Income Tax Systems Theory

Theoretically, there are three main income tax system models: 1) progressive; 2) proportional; and 3) regressive.

1) Progressive Tax Model

The progressive taxation model applies scalable calibration of fractional tax obligation. The model automatically adjusts the percentage of tax owed in line with income level. In other words, as taxpayer income fluctuates, the percentage of tax reported is adjusted accordingly. The progressive tax system is calculated on the “margin”, thus distributing tax attribution on a periodic basis. “Progressive” tax policies propose high-wealth taxpayers should pay more than taxpayers earning less, rather than assume there is an equal right to retained earnings regardless of income differentiation. Supporters of the progressive tax model reduce overall inequalities while inducing economic growth through a broadening of purchasing power across society.

 

2) Proportional Tax Model

The egalitarian assumption of the proportional taxation model states that all taxpayers are to pay an equal fraction of their income, regardless of income level. A “flat tax” model, tax rate does not fluctuate with changes in income increase (or decrease). Some economists criticize this model in the belief that proportional taxation is an unfair burden for those taxpayers occupying a lower income bracket.

 

3) Regressive Tax Model

The regressive tax model affords high-income taxpayers the smallest fractional obligation. The theory states that equality lies in the obligation to total tax owed, rather than proportional tax burden to income.

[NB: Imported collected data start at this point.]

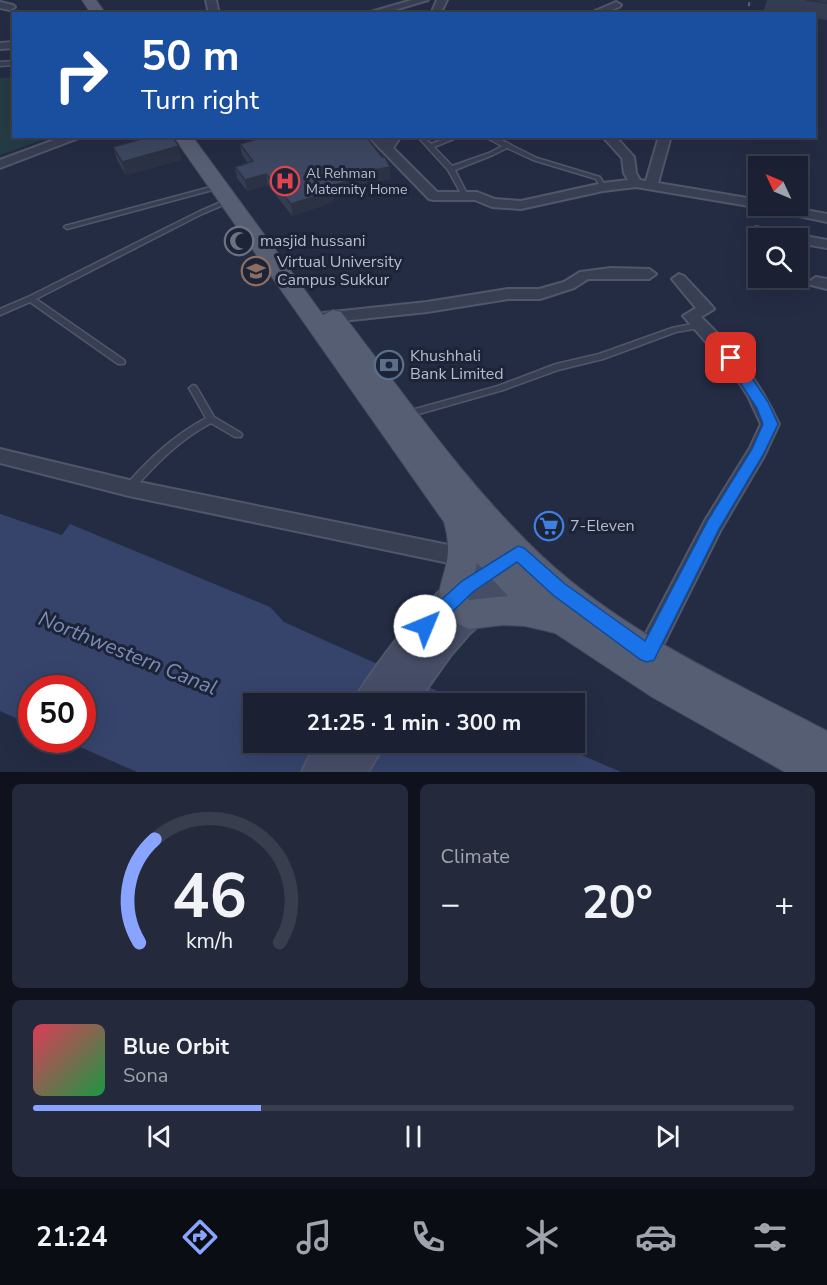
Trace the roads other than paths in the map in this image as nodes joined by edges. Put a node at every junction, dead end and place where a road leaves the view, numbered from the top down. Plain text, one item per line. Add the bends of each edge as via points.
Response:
1 (423, 0) edge
2 (616, 5) dead end
3 (376, 12) edge
4 (597, 12) edge
5 (72, 138) edge
6 (183, 138) edge
7 (195, 138) edge
8 (376, 138) edge
9 (394, 138) edge
10 (422, 138) edge
11 (453, 138) edge
12 (491, 138) edge
13 (610, 138) edge
14 (665, 138) edge
15 (508, 145) junction
16 (431, 146) junction
17 (386, 150) junction
18 (0, 164) edge
19 (451, 169) junction
20 (636, 183) junction
21 (651, 184) junction
22 (603, 187) junction
23 (223, 194) junction
24 (465, 196) junction
25 (748, 202) edge
26 (808, 214) edge
27 (827, 218) edge
28 (67, 227) dead end
29 (808, 241) edge
30 (827, 244) edge
31 (649, 274) dead end
32 (679, 279) dead end
33 (31, 299) junction
34 (0, 312) edge
35 (323, 318) junction
36 (702, 326) junction
37 (121, 362) dead end
38 (193, 388) dead end
39 (408, 414) junction
40 (211, 419) junction
41 (237, 435) dead end
42 (0, 456) edge
43 (129, 488) junction
44 (455, 511) junction
45 (463, 557) junction
46 (517, 567) junction
47 (461, 606) junction
48 (568, 623) junction
49 (435, 633) junction
50 (647, 654) junction
51 (378, 693) edge
52 (404, 693) edge
53 (827, 751) edge
54 (331, 753) edge
55 (362, 753) edge
56 (318, 772) edge
57 (349, 772) edge
58 (821, 772) edge

1 - 3 street
2 - 4 street
5 - 18 street
6 - 23 main road
7 - 35 main road
8 - 17 street
9 - 17 street
10 - 16 lane
11 - 16 lane
12 - 15 lane
13 - 20 street via 628,157
14 - 21 street
15 - 19 lane
15 - 22 lane via 535,159 598,178
16 - 19 lane
17 - 24 street via 434,196
19 - 24 lane
20 - 21 street
20 - 22 street
21 - 25 street
22 - 24 street via 521,204 492,203 477,196
23 - 28 lane
23 - 33 lane via 200,213
23 - 35 main road
26 - 27 street
29 - 30 street
31 - 35 street via 585,276 540,294 508,294
32 - 36 street via 706,309 691,316
33 - 34 lane
33 - 37 lane
35 - 39 main road
35 - 44 main road
36 - 39 lane via 675,330 600,357
36 - 50 street via 742,374 770,424
38 - 40 lane
39 - 46 main road
40 - 41 lane
40 - 43 lane via 184,432
42 - 43 street
43 - 45 street
44 - 45 main road via 461,527
44 - 46 main road
45 - 46 street
45 - 47 main road
46 - 47 main road
46 - 48 main road
46 - 50 main road
47 - 48 main road via 531,612
47 - 49 main road
48 - 58 main road via 637,670
49 - 51 main road
49 - 52 main road
50 - 53 main road
54 - 56 main road
55 - 57 main road

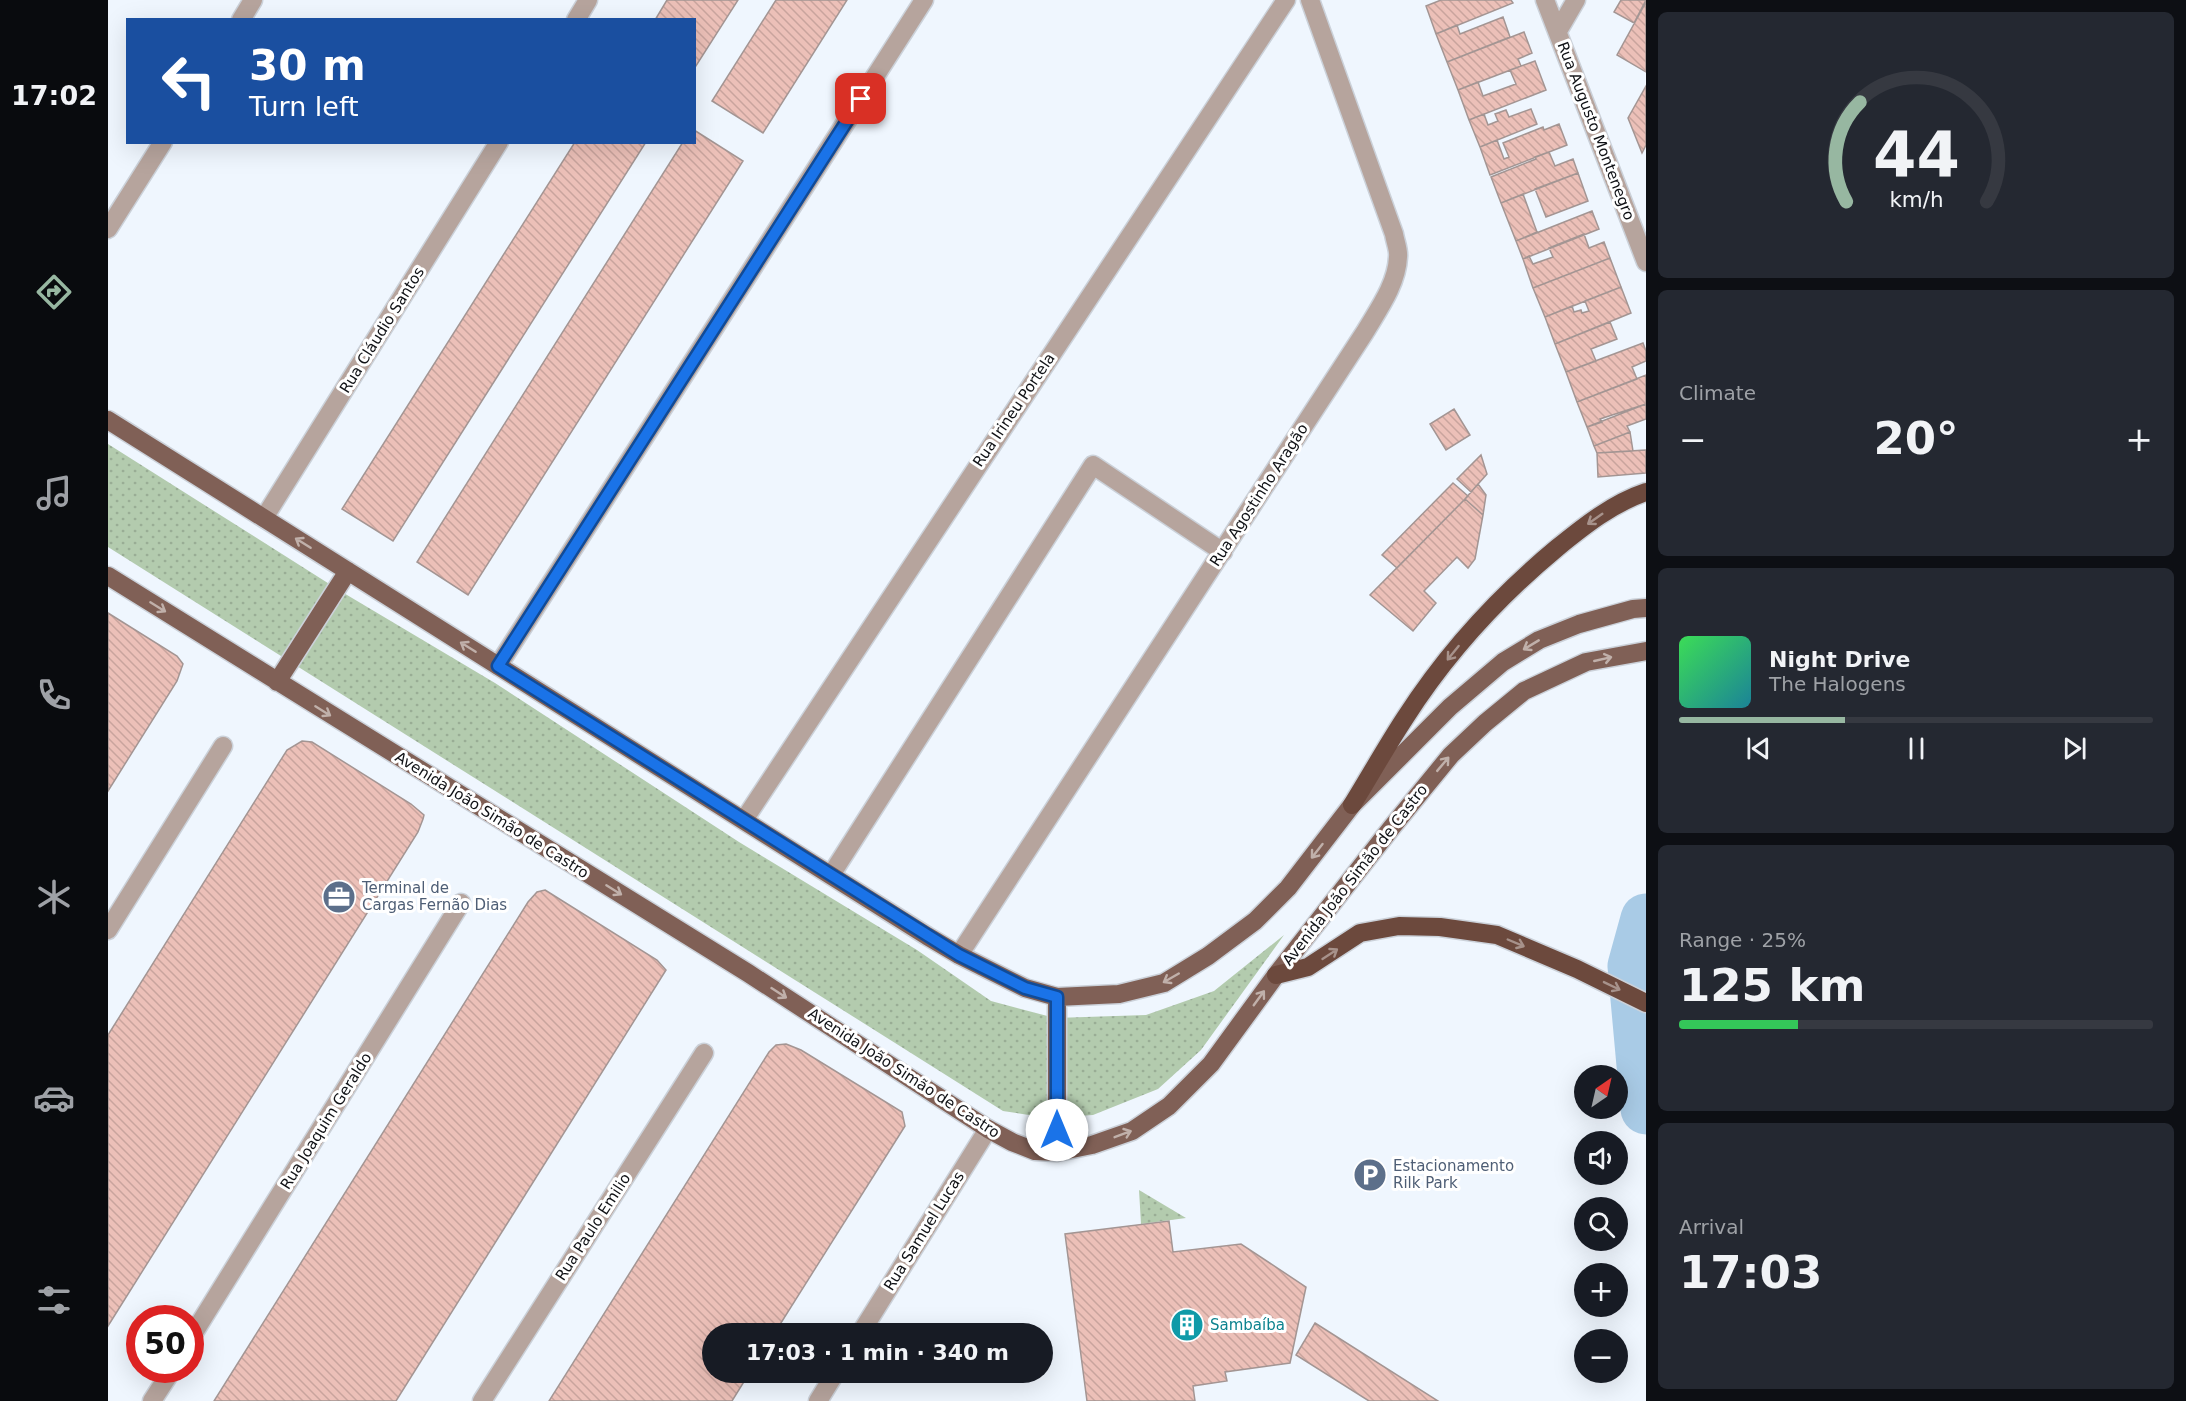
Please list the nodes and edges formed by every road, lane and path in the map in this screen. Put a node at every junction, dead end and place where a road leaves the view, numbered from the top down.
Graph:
1 (253, 0) edge
2 (588, 0) edge
3 (924, 0) edge
4 (1286, 0) edge
5 (1310, 0) edge
6 (1545, 0) edge
7 (1576, 0) edge
8 (242, 18) edge
9 (577, 18) edge
10 (1558, 31) junction
11 (162, 144) edge
12 (498, 144) edge
13 (108, 229) edge
14 (1646, 262) edge
15 (108, 420) edge
16 (1646, 492) edge
17 (264, 518) junction
18 (1223, 552) junction
19 (348, 571) junction
20 (108, 576) edge
21 (1646, 608) edge
22 (1646, 651) edge
23 (498, 666) junction
24 (277, 682) junction
25 (223, 746) dead end
26 (1352, 805) junction
27 (744, 820) junction
28 (831, 875) junction
29 (461, 903) dead end
30 (108, 930) edge
31 (959, 955) junction
32 (1276, 975) junction
33 (1057, 997) junction
34 (1646, 1003) edge
35 (704, 1053) dead end
36 (988, 1129) junction
37 (1057, 1152) junction
38 (204, 1316) edge
39 (867, 1323) edge
40 (164, 1383) edge
41 (829, 1383) edge
42 (152, 1401) edge
43 (482, 1401) edge
44 (818, 1401) edge

1 - 8 street
2 - 9 street
3 - 23 street
4 - 27 street, Rua Irineu Portela
5 - 18 street, Rua Agostinho Aragão
6 - 10 street, Rua Augusto Montenegro
7 - 10 street
10 - 14 street, Rua Augusto Montenegro
11 - 13 street
12 - 17 street, Rua Cláudio Santos
15 - 17 main road
16 -> 26 highway
19 -> 17 main road
18 - 28 street
18 - 31 street, Rua Agostinho Aragão
23 -> 19 main road
19 - 24 main road
20 -> 24 main road, Avenida João Simão de Castro
21 -> 26 main road
32 -> 22 main road, Avenida João Simão de Castro
23 - 27 main road
24 -> 36 main road, Avenida João Simão de Castro
25 - 30 street
26 -> 33 main road
27 - 28 main road
28 - 31 main road
29 - 38 street, Rua Joaquim Geraldo
31 - 33 main road
32 -> 34 highway
37 -> 32 main road, Avenida João Simão de Castro
33 - 37 main road
35 - 43 street, Rua Paulo Emilio
36 - 37 main road, Avenida João Simão de Castro
36 - 39 street, Rua Samuel Lucas
40 - 42 street
41 - 44 street

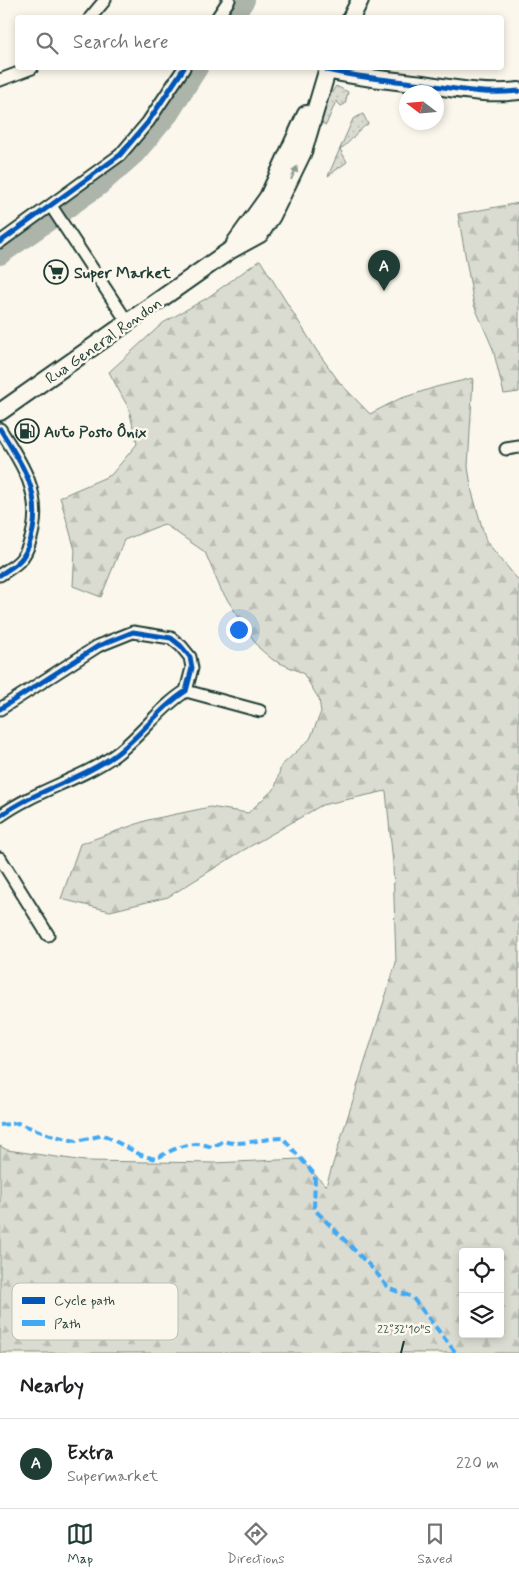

The theory of regressive tax is more often applied to government incentives levied by sellers of goods and services (e.g. tax rebate of emissions-free vehicles). In this case, a regressive tax benefits higher-income taxpayers by incentivizing the sales tax environment. As a result, total income rises and the fractional assignment of tax decreases.

U.S. GAAP & IFRS Rules

The regulatory authority of the U.S. GAAP and IFRS rules for business income tax expense reporting require identification of any temporary effects of the difference between assets and liabilities within the entity’s book basis and tax basis. This is the substance of business tax reporting.

Both IFRS and U.S. GAAP require firms to measure income tax expense by reporting the balances in Deferred Tax Assets and Deferred Tax Liabilities at the beginning and the end of each annual cycle. Income tax expense is equal to current income tax payable plus or minus the credit or debit adjustments in the deferred tax accounts. The required deferred tax accounts on the balance sheet are: 1) cumulative temporary differences; 2) tax-rate applicable to future reversals of temporary differences; and 3) current GAAP valuation allowances for deferred tax assets. Any changes in those items during a reporting period, affect the amount of income tax expense for the year.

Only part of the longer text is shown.